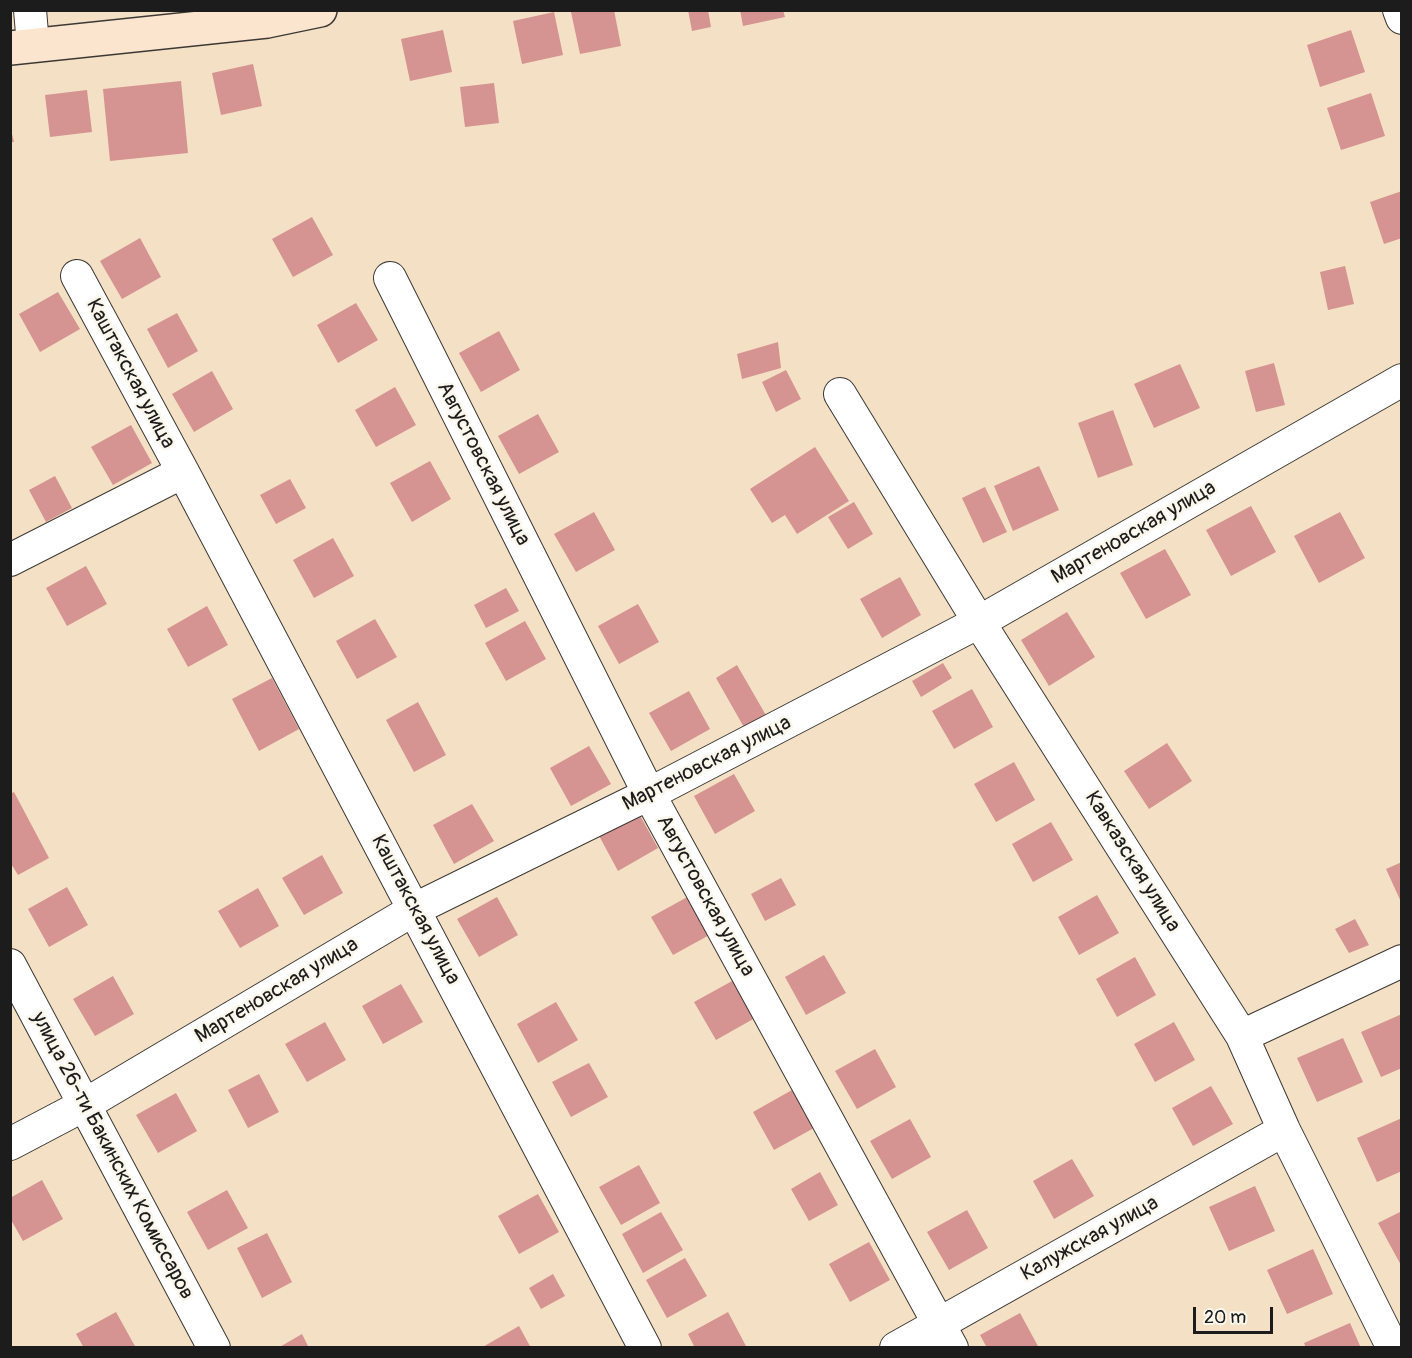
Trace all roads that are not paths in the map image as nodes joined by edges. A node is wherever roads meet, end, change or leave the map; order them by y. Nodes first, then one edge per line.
1 (30, 10) edge
2 (320, 10) edge
3 (1399, 10) edge
4 (1401, 18) edge
5 (22, 47) edge
6 (77, 276) dead end
7 (390, 278) dead end
8 (1401, 380) edge
9 (840, 394) dead end
10 (183, 472) junction
11 (17, 557) edge
12 (979, 622) junction
13 (649, 794) junction
14 (415, 909) junction
15 (1401, 961) edge
16 (10, 965) edge
17 (1242, 1036) junction
18 (86, 1104) junction
19 (1284, 1130) junction
20 (10, 1144) edge
21 (946, 1336) edge
22 (213, 1347) edge
23 (645, 1347) edge
24 (896, 1347) edge
25 (1393, 1347) edge

1 - 5 street
2 - 5 street
3 - 4 street
6 - 10 street, Каштакская улица
7 - 13 street, Августовская улица
8 - 12 street, Мартеновская улица
9 - 12 street, Кавказская улица
10 - 11 street, Каштакская улица
10 - 14 street, Каштакская улица
12 - 13 street, Мартеновская улица
12 - 17 street, Кавказская улица
13 - 14 street, Мартеновская улица
13 - 21 street, Августовская улица
14 - 18 street, Мартеновская улица
14 - 23 street, Каштакская улица
15 - 17 street
16 - 18 street, улица 26-ти Бакинских Комиссаров
17 - 19 street, Кавказская улица
18 - 20 street, Мартеновская улица
18 - 22 street, улица 26-ти Бакинских Комиссаров
19 - 21 street, Калужская улица
19 - 25 street, Кавказская улица
21 - 24 street, Калужская улица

══════════

**Task directions**:
The lines holding the string "Калужская" in the listing above are what you should copy out.

**Answer to this task**:
19 - 21 street, Калужская улица
21 - 24 street, Калужская улица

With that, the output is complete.